Auteur: dennis

  • Beter stoppen = beter starten

    “Is het alweer vijf uur!!!” Helemaal de tijd vergeten!!! Je schuift je nakijkwerk/presentatie/gesprekspartner voor morgen  op een stapel op je bureau, schiet in je jas en snelt het gebouw uit. De kinderen moeten worden opgehaald van de opvang, je moet nog boodschappen doen, er wacht iemand thuis enzovoort. Morgen wachten de stapels geduldig op je en ga je verder met die muur van werk die eigenlijk nooit kleiner lijkt te worden (ja in de vakantie want dan zie je hem niet). Ik werd dit zat en bedacht onderstaande afsluitroutine voor mezelf. Wellicht ook wat voor jou?

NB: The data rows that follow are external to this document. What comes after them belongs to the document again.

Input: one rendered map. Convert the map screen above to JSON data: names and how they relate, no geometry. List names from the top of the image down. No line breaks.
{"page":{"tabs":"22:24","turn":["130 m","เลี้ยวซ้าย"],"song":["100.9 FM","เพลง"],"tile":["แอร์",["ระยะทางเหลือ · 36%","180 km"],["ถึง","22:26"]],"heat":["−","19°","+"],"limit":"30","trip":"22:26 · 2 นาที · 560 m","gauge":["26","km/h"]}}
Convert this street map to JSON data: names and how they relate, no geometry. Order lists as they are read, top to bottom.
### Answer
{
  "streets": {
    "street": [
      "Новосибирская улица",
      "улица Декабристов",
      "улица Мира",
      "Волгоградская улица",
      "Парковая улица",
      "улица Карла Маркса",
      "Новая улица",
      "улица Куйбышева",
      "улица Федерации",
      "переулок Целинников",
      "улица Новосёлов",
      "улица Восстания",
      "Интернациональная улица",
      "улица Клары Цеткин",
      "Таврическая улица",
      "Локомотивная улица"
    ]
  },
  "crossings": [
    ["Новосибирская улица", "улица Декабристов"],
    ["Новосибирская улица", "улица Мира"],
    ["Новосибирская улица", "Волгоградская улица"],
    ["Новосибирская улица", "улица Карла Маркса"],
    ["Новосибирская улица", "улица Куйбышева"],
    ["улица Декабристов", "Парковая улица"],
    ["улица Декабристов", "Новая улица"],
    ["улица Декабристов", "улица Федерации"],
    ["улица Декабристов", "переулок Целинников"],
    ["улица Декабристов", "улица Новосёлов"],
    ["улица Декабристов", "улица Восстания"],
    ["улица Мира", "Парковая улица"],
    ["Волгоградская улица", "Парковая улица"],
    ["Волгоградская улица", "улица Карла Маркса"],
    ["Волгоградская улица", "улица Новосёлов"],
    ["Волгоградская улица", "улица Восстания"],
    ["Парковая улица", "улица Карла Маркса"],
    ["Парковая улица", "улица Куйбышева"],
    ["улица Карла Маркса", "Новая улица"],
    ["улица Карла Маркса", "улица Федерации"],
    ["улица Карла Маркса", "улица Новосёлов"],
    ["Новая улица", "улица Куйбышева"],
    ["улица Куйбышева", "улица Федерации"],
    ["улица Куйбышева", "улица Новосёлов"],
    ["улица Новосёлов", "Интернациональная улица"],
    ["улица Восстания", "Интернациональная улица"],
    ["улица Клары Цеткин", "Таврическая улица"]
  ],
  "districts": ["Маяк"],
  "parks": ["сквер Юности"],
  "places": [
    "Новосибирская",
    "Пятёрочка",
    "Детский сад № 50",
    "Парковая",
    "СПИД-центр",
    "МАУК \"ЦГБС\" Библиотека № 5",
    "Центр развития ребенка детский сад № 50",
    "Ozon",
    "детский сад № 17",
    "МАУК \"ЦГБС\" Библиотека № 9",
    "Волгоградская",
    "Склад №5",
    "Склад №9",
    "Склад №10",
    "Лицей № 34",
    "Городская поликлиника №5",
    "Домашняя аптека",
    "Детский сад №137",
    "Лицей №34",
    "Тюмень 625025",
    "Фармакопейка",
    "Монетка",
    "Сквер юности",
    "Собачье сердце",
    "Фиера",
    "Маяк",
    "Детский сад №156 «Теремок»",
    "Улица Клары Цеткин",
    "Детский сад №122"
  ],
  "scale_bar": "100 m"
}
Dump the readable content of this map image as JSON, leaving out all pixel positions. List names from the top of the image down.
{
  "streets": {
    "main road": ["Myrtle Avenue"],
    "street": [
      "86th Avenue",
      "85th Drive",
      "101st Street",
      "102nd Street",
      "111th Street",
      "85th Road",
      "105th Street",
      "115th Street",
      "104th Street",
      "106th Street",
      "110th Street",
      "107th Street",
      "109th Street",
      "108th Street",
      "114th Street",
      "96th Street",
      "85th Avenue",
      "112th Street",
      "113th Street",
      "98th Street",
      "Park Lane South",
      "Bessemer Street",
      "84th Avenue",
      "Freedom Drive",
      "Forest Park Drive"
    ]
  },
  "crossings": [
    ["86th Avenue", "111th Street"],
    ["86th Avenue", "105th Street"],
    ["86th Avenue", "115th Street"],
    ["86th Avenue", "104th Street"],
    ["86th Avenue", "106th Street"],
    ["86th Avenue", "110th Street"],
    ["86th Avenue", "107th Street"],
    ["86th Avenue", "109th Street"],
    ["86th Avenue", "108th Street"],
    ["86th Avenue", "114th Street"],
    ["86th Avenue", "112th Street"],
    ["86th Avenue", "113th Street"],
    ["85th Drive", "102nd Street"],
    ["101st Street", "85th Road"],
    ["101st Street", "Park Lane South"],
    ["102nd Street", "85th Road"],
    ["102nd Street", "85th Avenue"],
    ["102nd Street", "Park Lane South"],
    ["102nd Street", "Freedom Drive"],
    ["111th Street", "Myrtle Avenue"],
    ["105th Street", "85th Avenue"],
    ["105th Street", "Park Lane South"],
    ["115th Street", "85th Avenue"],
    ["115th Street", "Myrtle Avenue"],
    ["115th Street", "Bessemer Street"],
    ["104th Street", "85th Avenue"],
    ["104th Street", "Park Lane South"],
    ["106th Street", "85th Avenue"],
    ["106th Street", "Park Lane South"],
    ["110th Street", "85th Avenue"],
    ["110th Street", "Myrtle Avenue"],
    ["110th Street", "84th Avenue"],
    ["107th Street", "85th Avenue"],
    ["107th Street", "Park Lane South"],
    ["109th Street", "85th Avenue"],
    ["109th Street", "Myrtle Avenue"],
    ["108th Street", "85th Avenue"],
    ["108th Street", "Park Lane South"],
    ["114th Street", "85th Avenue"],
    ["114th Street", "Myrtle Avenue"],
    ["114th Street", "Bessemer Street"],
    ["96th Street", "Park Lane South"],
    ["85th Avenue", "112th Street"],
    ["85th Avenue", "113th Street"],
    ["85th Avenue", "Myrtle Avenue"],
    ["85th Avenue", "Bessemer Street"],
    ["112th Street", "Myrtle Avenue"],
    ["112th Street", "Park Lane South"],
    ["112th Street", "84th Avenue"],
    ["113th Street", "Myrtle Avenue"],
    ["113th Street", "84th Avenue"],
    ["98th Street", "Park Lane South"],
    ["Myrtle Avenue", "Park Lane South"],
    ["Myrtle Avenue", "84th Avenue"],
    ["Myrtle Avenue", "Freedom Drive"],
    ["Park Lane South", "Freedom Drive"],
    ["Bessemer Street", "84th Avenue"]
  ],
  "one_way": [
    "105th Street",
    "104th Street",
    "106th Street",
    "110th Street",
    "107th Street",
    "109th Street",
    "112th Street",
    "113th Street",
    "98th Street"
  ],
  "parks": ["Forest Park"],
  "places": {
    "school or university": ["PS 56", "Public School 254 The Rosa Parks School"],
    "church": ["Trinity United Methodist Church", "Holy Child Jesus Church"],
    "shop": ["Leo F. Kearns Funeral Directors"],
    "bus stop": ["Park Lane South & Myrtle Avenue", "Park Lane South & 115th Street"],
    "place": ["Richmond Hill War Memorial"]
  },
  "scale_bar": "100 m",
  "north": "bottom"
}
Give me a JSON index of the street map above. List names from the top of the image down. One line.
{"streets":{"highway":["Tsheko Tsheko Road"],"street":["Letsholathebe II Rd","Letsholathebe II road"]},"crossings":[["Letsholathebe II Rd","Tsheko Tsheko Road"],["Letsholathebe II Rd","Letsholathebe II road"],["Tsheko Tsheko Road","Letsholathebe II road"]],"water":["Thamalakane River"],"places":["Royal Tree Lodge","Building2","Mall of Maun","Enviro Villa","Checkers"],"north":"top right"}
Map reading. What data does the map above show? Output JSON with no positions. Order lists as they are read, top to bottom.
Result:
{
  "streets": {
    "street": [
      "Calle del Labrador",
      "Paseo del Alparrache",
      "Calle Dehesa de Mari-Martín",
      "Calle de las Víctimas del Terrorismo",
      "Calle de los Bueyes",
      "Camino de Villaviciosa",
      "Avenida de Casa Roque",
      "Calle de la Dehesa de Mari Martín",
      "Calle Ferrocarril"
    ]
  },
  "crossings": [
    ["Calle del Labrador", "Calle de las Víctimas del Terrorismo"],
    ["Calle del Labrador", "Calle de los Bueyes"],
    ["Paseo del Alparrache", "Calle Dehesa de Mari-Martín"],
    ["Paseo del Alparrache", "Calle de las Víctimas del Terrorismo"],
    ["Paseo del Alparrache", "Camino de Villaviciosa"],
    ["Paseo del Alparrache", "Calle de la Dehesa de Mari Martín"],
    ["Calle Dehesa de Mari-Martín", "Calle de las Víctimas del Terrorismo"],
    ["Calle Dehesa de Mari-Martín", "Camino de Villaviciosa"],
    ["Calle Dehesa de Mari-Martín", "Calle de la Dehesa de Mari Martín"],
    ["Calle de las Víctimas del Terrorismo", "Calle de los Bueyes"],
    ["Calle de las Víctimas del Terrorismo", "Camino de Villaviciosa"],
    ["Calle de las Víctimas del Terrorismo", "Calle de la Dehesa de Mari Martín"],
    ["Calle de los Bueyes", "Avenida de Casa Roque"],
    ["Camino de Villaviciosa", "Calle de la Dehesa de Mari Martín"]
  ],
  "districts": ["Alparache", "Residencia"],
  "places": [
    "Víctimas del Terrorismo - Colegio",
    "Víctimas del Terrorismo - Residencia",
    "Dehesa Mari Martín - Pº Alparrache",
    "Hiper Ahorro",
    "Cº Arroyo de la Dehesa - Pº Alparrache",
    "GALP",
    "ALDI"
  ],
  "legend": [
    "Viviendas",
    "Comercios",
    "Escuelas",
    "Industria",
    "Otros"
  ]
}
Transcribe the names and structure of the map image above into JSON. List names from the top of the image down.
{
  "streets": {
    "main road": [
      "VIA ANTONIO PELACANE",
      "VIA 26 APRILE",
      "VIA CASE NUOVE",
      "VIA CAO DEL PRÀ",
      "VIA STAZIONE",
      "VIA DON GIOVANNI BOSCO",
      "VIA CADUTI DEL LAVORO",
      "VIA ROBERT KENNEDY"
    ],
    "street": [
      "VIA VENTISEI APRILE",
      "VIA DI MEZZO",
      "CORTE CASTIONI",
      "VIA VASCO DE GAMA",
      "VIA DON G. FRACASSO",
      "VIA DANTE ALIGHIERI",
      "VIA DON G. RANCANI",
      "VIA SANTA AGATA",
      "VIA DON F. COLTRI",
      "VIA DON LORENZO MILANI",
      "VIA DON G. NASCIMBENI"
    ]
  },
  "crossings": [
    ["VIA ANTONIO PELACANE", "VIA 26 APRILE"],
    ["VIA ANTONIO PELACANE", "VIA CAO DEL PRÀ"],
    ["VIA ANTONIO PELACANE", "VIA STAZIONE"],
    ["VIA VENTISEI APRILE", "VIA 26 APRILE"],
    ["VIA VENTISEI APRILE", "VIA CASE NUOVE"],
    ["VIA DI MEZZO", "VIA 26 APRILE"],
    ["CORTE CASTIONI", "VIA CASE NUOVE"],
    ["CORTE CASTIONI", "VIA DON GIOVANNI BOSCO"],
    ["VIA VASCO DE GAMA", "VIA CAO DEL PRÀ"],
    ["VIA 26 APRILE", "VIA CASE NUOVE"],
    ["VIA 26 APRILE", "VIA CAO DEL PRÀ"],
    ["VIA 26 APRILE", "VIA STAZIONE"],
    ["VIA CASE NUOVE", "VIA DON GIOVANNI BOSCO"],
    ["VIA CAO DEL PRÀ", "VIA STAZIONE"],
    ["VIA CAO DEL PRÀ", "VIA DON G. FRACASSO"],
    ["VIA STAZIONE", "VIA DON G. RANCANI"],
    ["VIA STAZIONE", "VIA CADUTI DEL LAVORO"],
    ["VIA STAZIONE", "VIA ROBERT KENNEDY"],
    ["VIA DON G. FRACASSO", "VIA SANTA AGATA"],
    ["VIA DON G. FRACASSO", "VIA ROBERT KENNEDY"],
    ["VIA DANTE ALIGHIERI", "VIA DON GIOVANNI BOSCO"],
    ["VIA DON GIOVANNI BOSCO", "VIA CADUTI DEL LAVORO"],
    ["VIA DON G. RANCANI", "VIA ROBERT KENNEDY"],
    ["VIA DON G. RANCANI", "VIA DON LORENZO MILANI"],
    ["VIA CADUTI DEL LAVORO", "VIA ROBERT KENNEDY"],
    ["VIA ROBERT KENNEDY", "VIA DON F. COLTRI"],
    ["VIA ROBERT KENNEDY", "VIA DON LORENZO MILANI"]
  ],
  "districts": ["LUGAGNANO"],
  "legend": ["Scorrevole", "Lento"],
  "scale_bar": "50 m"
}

    Zet een alarm in je online agenda, telefoon of horloge een kwartier voor je werkdag eindigt. De naam van het alarm noem je ‘Afronden en planning’. Spreek met jezelf af dat je bij dit alarm niets nieuws meer mag oppakken. Onder iets nieuws verstaan we een nieuw te corrigeren toets, lesvoorbereiding, gesprek etc…. Wat ga je dan wel doen?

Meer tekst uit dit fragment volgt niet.